_TO DO_. Please copy each line of the records below that includes the word "screenshot".

[Stored items from a collection]
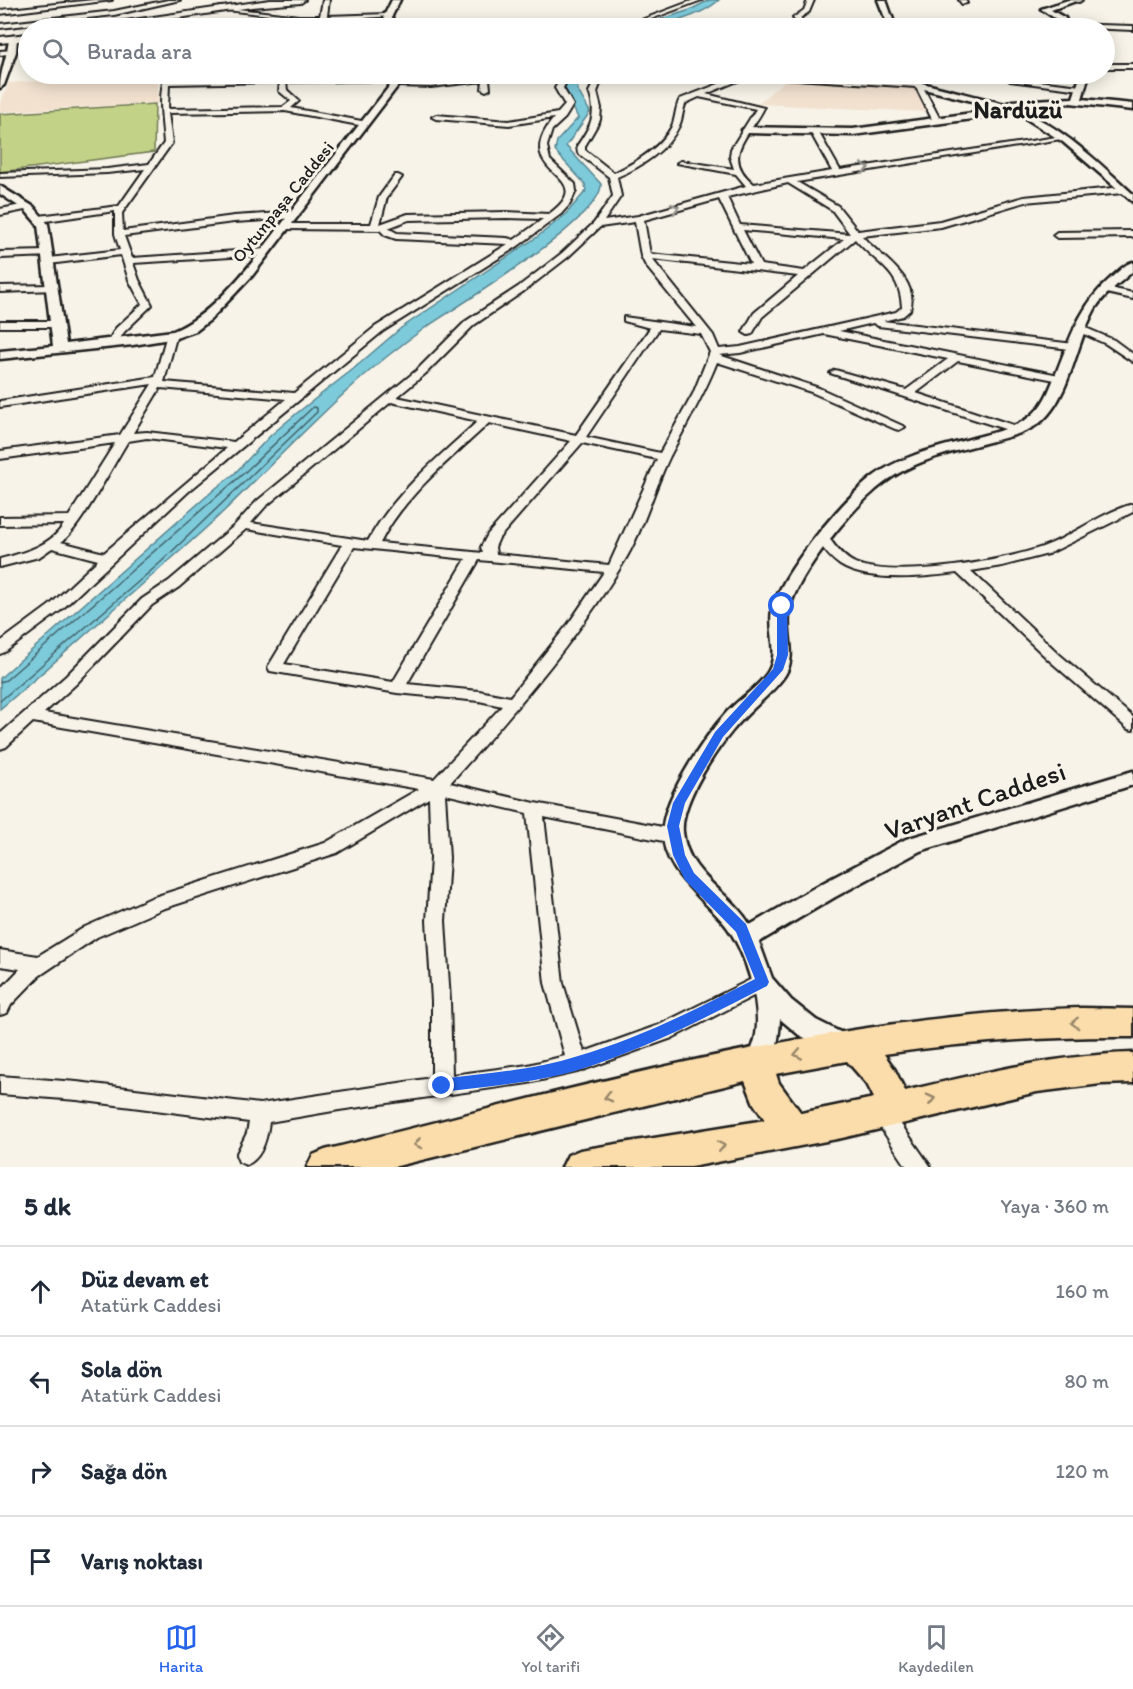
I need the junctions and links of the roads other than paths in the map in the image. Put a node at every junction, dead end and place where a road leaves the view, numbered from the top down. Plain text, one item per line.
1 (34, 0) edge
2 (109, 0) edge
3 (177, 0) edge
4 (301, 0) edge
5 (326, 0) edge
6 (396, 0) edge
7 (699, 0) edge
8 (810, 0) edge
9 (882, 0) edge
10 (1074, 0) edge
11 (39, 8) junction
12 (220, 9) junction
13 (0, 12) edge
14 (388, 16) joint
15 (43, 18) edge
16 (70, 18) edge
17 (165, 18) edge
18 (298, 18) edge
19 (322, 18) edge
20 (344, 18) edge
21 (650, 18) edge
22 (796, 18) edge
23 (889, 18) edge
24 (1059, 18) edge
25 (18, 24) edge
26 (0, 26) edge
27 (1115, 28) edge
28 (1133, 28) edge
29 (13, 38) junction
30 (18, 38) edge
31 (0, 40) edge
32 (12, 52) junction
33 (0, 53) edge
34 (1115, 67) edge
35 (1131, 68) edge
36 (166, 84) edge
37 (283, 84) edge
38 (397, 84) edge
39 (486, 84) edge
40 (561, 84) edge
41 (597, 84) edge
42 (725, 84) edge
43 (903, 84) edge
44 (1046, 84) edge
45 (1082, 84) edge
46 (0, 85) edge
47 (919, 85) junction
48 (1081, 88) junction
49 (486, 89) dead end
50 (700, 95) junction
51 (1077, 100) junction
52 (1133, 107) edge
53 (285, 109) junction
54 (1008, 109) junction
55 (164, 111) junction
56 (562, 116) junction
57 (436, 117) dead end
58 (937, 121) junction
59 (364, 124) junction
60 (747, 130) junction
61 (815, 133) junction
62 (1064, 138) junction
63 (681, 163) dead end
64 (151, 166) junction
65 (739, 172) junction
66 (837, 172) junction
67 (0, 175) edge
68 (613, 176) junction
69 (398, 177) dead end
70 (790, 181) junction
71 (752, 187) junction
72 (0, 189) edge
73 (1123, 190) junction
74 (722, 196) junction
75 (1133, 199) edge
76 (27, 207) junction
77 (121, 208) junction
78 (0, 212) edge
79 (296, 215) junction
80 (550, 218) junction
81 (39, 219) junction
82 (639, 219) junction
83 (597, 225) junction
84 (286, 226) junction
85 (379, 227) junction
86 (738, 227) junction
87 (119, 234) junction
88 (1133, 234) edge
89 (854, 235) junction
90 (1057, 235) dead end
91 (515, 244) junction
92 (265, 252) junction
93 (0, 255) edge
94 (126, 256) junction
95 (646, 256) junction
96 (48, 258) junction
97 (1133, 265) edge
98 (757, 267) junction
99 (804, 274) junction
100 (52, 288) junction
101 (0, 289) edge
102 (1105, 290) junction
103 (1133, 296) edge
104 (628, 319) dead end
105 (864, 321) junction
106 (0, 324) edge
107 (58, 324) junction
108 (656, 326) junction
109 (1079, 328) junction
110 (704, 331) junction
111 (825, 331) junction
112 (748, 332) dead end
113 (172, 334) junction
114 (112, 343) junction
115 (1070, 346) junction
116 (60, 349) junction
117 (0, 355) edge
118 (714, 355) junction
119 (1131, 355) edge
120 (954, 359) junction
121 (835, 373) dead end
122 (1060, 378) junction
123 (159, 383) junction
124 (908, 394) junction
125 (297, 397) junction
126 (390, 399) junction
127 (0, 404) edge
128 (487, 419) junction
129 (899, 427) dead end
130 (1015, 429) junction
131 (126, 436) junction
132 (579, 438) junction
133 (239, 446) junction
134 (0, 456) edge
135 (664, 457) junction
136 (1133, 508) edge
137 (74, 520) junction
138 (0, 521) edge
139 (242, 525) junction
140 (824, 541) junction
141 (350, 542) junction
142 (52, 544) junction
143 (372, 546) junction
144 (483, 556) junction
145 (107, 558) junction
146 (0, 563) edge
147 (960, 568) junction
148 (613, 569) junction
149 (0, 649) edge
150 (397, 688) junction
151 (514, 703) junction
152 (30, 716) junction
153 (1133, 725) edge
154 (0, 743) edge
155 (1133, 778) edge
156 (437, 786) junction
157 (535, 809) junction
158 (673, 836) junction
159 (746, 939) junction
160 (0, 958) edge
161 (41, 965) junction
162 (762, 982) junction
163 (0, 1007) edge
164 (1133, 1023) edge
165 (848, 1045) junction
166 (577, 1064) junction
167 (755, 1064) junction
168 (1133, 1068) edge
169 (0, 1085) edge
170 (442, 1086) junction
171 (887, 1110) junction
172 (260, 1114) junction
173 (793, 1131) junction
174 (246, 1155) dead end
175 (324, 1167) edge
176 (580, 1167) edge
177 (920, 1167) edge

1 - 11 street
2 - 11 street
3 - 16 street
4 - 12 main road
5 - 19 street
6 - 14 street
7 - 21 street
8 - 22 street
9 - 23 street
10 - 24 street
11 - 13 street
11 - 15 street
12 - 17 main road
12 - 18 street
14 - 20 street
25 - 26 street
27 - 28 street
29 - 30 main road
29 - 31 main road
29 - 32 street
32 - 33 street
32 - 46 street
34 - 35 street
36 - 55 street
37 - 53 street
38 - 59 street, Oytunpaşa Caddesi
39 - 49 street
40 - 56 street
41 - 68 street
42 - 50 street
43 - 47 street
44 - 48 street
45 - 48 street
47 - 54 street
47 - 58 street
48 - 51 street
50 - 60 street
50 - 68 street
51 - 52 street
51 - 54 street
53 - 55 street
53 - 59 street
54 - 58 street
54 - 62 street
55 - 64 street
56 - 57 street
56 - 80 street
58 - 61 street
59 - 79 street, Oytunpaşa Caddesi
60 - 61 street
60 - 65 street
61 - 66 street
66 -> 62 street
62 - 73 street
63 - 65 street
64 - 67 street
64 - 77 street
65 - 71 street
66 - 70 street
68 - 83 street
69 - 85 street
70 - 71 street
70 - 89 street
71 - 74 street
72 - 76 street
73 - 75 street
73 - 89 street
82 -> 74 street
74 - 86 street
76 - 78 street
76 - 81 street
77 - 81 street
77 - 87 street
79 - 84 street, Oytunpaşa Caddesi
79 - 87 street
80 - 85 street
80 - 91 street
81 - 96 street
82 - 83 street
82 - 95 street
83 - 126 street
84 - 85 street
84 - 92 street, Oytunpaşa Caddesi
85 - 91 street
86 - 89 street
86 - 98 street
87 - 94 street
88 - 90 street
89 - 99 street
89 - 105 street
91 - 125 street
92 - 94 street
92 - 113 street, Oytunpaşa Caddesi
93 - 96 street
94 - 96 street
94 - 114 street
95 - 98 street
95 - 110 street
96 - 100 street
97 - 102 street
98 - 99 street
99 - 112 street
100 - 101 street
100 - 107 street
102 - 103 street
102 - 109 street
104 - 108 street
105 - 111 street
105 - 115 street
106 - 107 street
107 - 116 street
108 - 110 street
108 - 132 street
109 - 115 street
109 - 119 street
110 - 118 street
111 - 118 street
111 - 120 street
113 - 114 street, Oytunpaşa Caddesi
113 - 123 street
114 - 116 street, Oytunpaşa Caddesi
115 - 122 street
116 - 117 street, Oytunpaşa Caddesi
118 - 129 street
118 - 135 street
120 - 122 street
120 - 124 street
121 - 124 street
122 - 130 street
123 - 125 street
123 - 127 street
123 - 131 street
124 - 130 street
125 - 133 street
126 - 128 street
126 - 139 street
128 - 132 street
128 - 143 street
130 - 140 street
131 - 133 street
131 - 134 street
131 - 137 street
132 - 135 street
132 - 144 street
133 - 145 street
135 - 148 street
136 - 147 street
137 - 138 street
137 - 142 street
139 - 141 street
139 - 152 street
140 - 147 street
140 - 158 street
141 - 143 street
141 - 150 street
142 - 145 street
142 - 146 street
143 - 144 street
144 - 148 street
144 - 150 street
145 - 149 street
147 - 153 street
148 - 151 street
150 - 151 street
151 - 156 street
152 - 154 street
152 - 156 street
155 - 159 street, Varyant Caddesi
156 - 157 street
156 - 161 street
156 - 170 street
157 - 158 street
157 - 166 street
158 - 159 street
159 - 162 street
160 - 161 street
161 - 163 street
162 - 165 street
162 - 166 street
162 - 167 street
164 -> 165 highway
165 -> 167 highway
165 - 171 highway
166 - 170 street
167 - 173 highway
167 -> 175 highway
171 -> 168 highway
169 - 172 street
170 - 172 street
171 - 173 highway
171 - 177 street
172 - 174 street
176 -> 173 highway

---

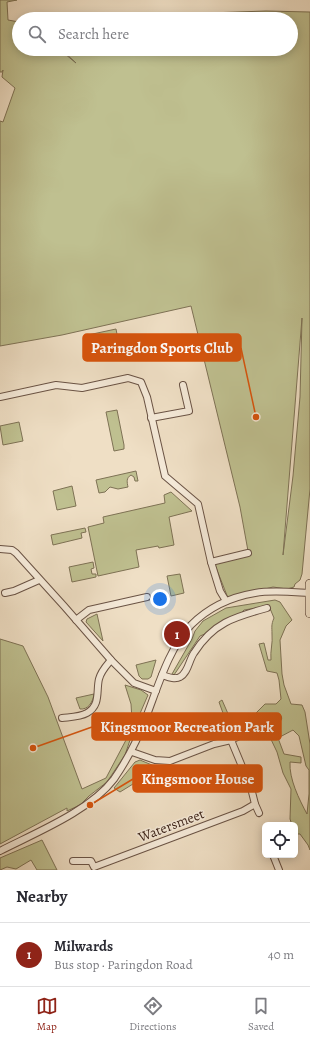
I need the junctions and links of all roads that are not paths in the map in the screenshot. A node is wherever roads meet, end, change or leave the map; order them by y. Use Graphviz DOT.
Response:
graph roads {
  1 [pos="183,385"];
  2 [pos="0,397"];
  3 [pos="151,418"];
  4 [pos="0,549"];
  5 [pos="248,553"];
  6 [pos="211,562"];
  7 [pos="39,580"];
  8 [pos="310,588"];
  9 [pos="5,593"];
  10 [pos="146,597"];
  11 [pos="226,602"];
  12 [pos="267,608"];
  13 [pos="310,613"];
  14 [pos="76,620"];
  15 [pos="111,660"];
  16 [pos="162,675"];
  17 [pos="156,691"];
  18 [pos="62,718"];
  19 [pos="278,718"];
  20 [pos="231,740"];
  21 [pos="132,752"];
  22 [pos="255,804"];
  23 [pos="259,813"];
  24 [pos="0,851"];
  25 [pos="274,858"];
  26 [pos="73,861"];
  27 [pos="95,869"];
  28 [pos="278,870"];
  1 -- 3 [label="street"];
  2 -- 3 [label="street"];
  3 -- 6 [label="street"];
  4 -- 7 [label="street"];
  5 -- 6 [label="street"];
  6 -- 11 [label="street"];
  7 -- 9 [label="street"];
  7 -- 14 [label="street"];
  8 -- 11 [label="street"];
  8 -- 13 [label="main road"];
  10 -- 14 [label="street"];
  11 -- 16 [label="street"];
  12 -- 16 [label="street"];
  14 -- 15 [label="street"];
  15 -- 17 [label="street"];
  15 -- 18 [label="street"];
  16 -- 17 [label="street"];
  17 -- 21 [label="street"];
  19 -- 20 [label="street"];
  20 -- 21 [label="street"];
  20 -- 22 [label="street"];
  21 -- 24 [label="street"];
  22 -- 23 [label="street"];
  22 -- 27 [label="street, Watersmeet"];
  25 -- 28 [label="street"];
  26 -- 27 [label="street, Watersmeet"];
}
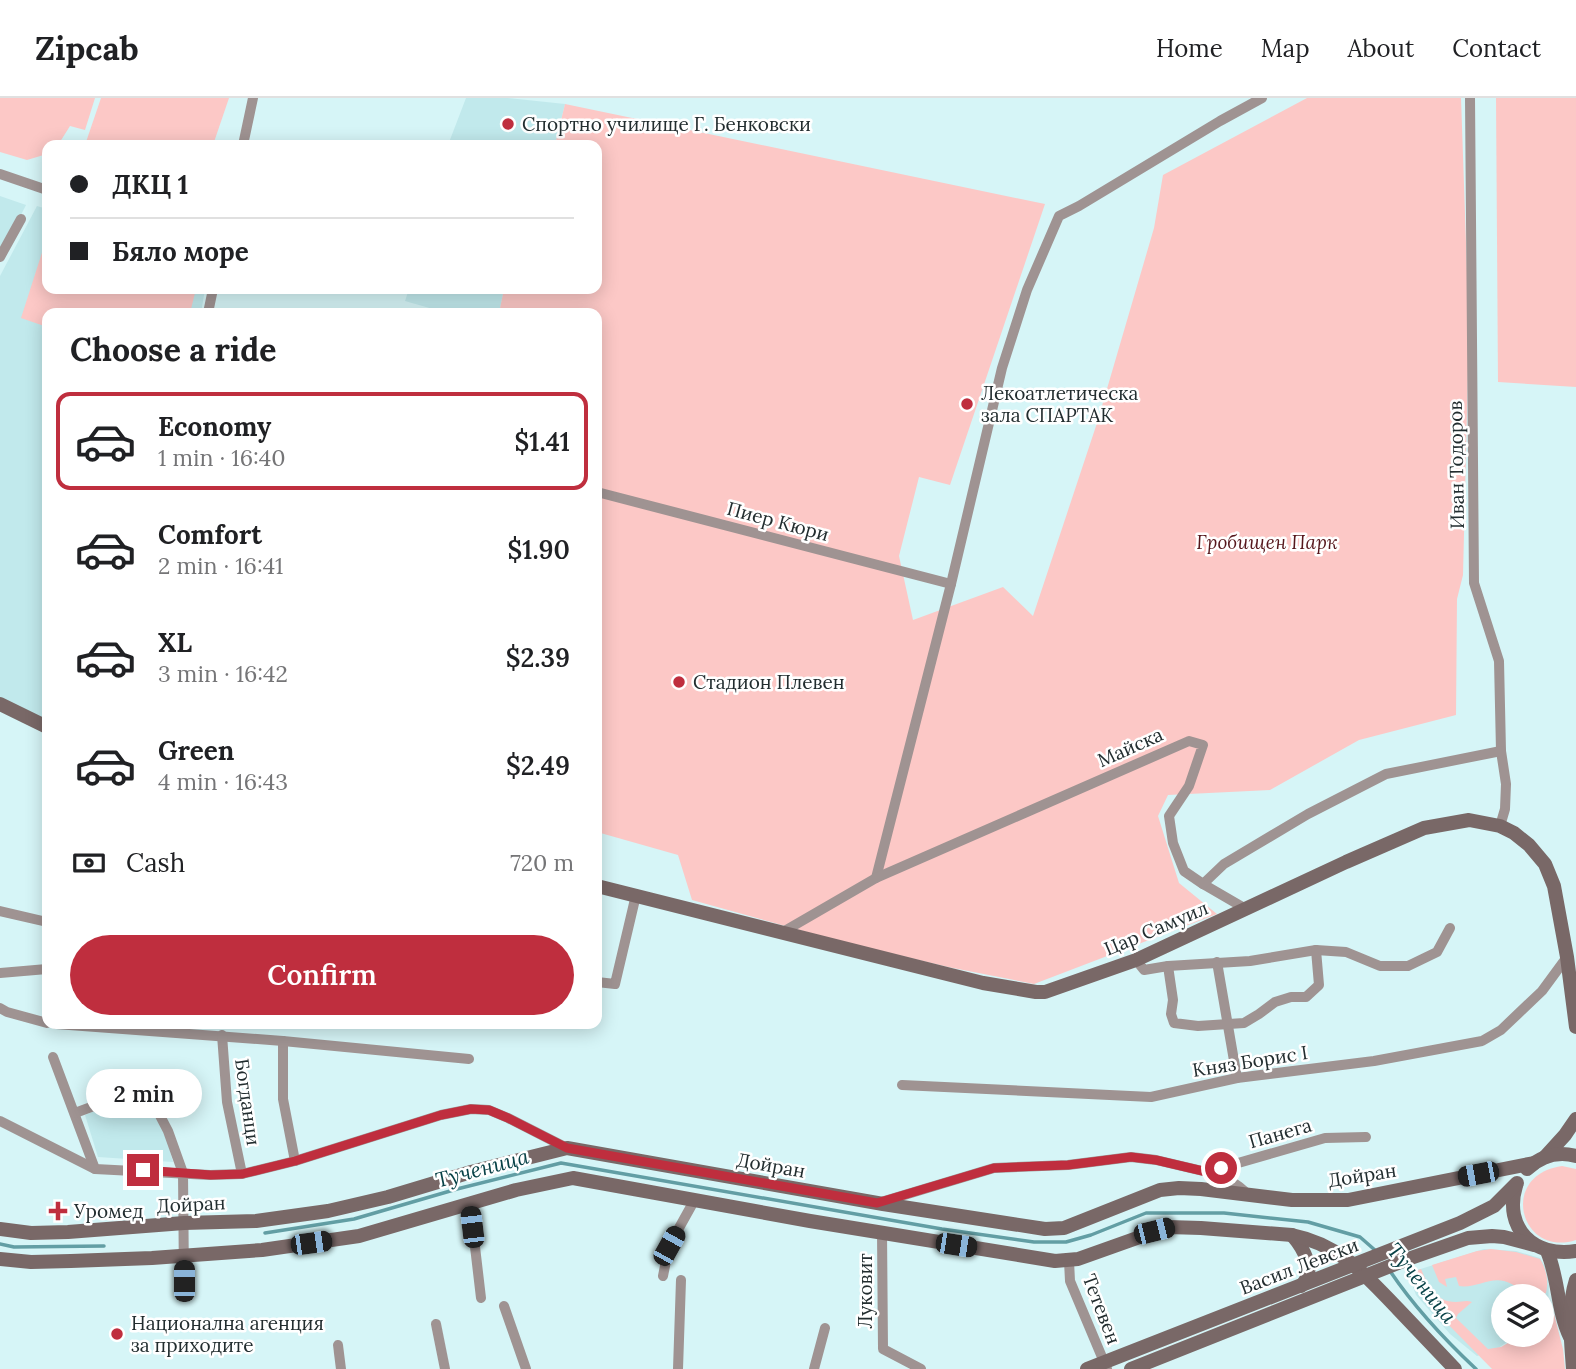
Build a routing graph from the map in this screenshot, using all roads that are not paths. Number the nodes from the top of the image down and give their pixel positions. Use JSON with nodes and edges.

* * *

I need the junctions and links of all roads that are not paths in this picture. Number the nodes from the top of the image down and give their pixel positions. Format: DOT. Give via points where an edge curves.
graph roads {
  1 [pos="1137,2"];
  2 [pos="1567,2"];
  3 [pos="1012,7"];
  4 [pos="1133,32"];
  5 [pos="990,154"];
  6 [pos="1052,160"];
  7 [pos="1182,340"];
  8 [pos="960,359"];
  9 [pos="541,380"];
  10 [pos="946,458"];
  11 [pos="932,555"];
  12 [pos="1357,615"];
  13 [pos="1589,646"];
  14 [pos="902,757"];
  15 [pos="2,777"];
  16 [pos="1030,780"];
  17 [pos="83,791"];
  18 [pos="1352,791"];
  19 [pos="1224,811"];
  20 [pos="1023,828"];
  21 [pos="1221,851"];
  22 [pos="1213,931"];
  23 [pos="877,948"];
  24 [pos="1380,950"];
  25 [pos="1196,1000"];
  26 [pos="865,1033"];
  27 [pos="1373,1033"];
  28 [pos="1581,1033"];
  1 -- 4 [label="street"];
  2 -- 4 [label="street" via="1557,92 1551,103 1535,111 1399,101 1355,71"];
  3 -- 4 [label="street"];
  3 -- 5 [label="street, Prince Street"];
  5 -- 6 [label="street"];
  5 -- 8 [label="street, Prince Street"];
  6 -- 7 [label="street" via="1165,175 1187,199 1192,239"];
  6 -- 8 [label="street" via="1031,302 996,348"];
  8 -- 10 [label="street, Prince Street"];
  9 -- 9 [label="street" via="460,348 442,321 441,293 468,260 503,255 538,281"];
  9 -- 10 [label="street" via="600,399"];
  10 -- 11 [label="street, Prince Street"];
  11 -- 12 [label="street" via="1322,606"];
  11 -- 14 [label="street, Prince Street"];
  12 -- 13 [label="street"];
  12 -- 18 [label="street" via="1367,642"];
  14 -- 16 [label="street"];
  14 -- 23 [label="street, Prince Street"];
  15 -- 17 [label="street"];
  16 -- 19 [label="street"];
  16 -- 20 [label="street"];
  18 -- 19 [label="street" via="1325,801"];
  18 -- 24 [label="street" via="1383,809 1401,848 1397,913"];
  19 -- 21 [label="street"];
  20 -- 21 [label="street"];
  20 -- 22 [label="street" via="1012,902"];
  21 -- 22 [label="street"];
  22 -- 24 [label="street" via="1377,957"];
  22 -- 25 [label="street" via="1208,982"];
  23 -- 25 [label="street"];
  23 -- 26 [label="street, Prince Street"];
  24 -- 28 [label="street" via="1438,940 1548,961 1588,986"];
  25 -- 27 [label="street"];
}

_EXPECTED ANSWER_.
I need the junctions and links of all roads that are not paths in the map in the screenshot. A node is wherever roads meet, end, change or leave the map; order them by y. Use Graphviz DOT.
Build a routing graph from the map in this screenshot, using all roads that are not paths. Number the nodes from the top of the image down and give their pixel positions. Use JSON with nodes and edges.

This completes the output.